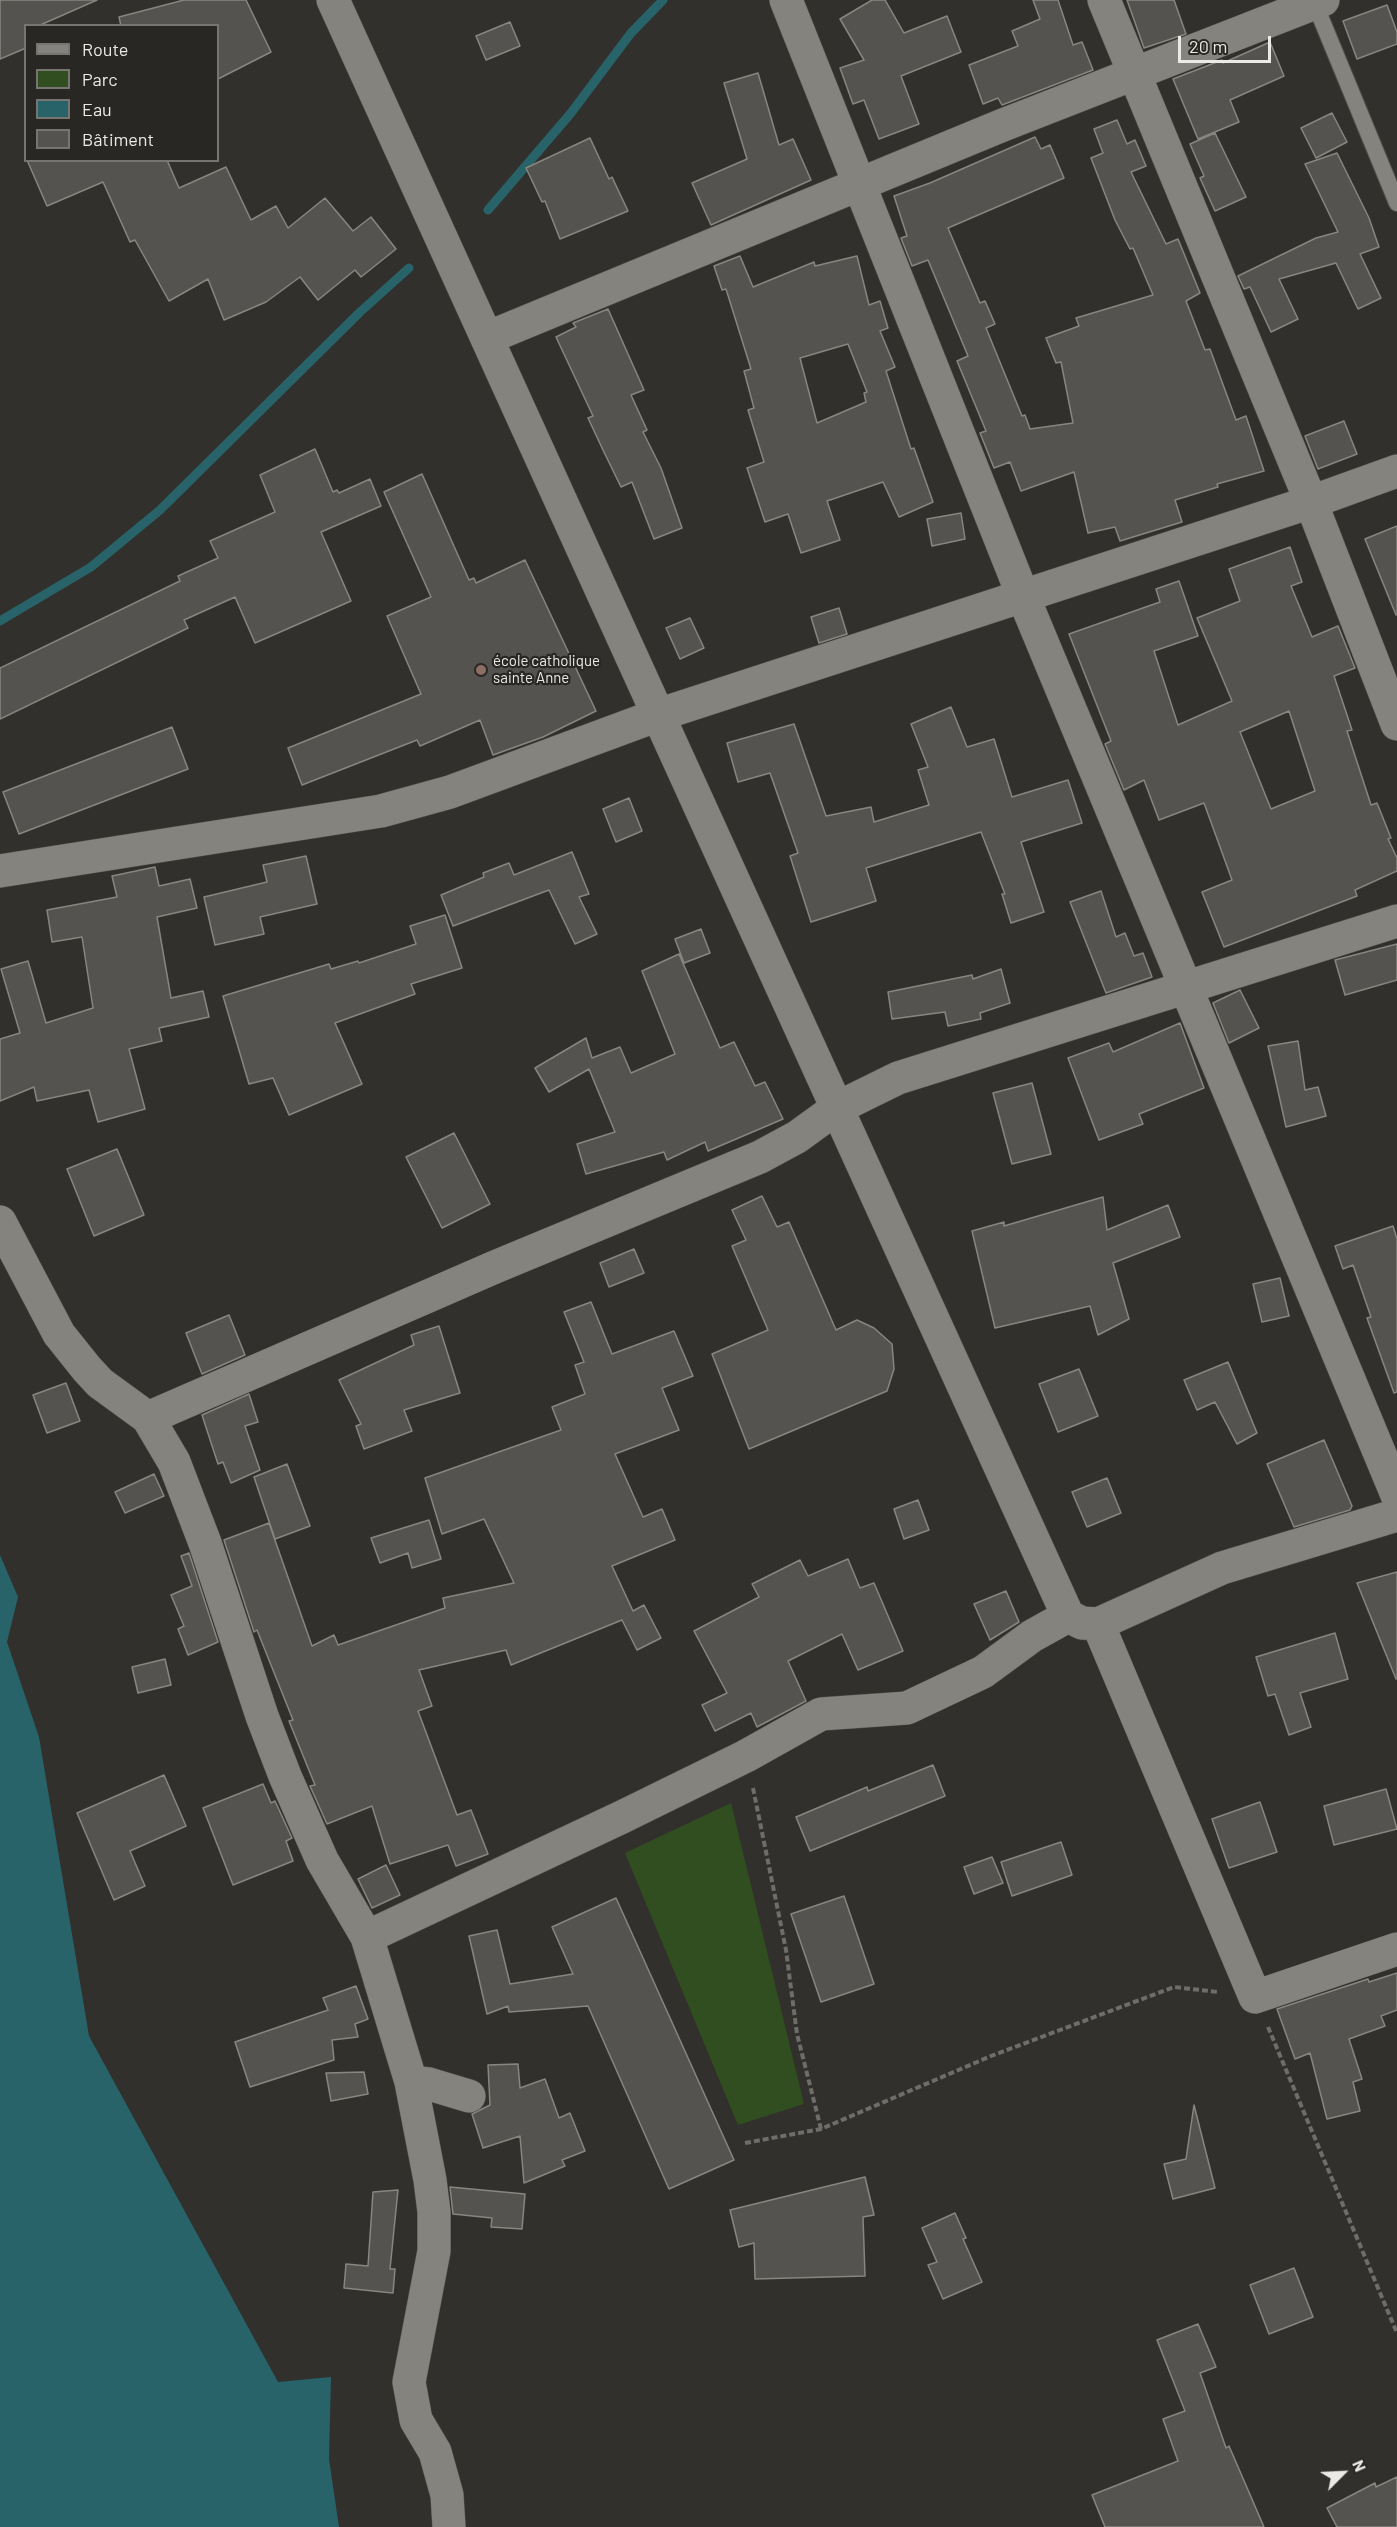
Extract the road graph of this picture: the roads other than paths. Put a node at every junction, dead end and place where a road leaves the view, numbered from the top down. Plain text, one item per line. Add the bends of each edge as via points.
1 (333, 0) edge
2 (786, 0) edge
3 (1104, 0) edge
4 (1319, 2) edge
5 (1133, 74) junction
6 (861, 186) junction
7 (1397, 203) edge
8 (487, 338) junction
9 (1397, 471) edge
10 (1311, 502) junction
11 (1023, 596) junction
12 (658, 715) junction
13 (1397, 724) edge
14 (0, 871) edge
15 (1397, 921) edge
16 (1186, 989) junction
17 (837, 1108) junction
18 (0, 1222) edge
19 (148, 1418) junction
20 (1397, 1495) edge
21 (1397, 1515) edge
22 (1083, 1620) junction
23 (367, 1936) junction
24 (1397, 1949) edge
25 (411, 2082) junction
26 (469, 2096) dead end
27 (449, 2527) edge

1 - 8 street
2 - 6 street
3 - 5 street
4 - 5 street
4 - 7 lane
5 - 6 street
5 - 10 street
6 - 8 street
6 - 11 street
8 - 12 street
9 - 10 street
10 - 11 street
10 - 13 street
11 - 12 street
11 - 16 street
12 - 14 street via 462,788 381,811
12 - 17 street
15 - 16 street
16 - 17 street via 898,1078
16 - 20 street
17 - 19 street via 760,1157
17 - 22 street
18 - 19 street via 59,1334 100,1383
19 - 23 street via 174,1462 205,1543 285,1776 322,1860
21 - 22 street via 1222,1568
22 - 23 street via 1032,1636 983,1672 907,1708 821,1714 746,1756
22 - 24 street via 1255,1997
23 - 25 street
25 - 26 street
25 - 27 street via 430,2180 434,2251 409,2382 416,2420 435,2452 447,2495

● **EXERCISE**: Print the material again, unchanged, without its pictures.

● **WRITTEN ANSWER**:
Extract the road graph of this picture: the roads other than paths. Put a node at every junction, dead end and place where a road leaves the view, numbered from the top down. Plain text, one item per line. Add the bends of each edge as via points.
1 (333, 0) edge
2 (786, 0) edge
3 (1104, 0) edge
4 (1319, 2) edge
5 (1133, 74) junction
6 (861, 186) junction
7 (1397, 203) edge
8 (487, 338) junction
9 (1397, 471) edge
10 (1311, 502) junction
11 (1023, 596) junction
12 (658, 715) junction
13 (1397, 724) edge
14 (0, 871) edge
15 (1397, 921) edge
16 (1186, 989) junction
17 (837, 1108) junction
18 (0, 1222) edge
19 (148, 1418) junction
20 (1397, 1495) edge
21 (1397, 1515) edge
22 (1083, 1620) junction
23 (367, 1936) junction
24 (1397, 1949) edge
25 (411, 2082) junction
26 (469, 2096) dead end
27 (449, 2527) edge

1 - 8 street
2 - 6 street
3 - 5 street
4 - 5 street
4 - 7 lane
5 - 6 street
5 - 10 street
6 - 8 street
6 - 11 street
8 - 12 street
9 - 10 street
10 - 11 street
10 - 13 street
11 - 12 street
11 - 16 street
12 - 14 street via 462,788 381,811
12 - 17 street
15 - 16 street
16 - 17 street via 898,1078
16 - 20 street
17 - 19 street via 760,1157
17 - 22 street
18 - 19 street via 59,1334 100,1383
19 - 23 street via 174,1462 205,1543 285,1776 322,1860
21 - 22 street via 1222,1568
22 - 23 street via 1032,1636 983,1672 907,1708 821,1714 746,1756
22 - 24 street via 1255,1997
23 - 25 street
25 - 26 street
25 - 27 street via 430,2180 434,2251 409,2382 416,2420 435,2452 447,2495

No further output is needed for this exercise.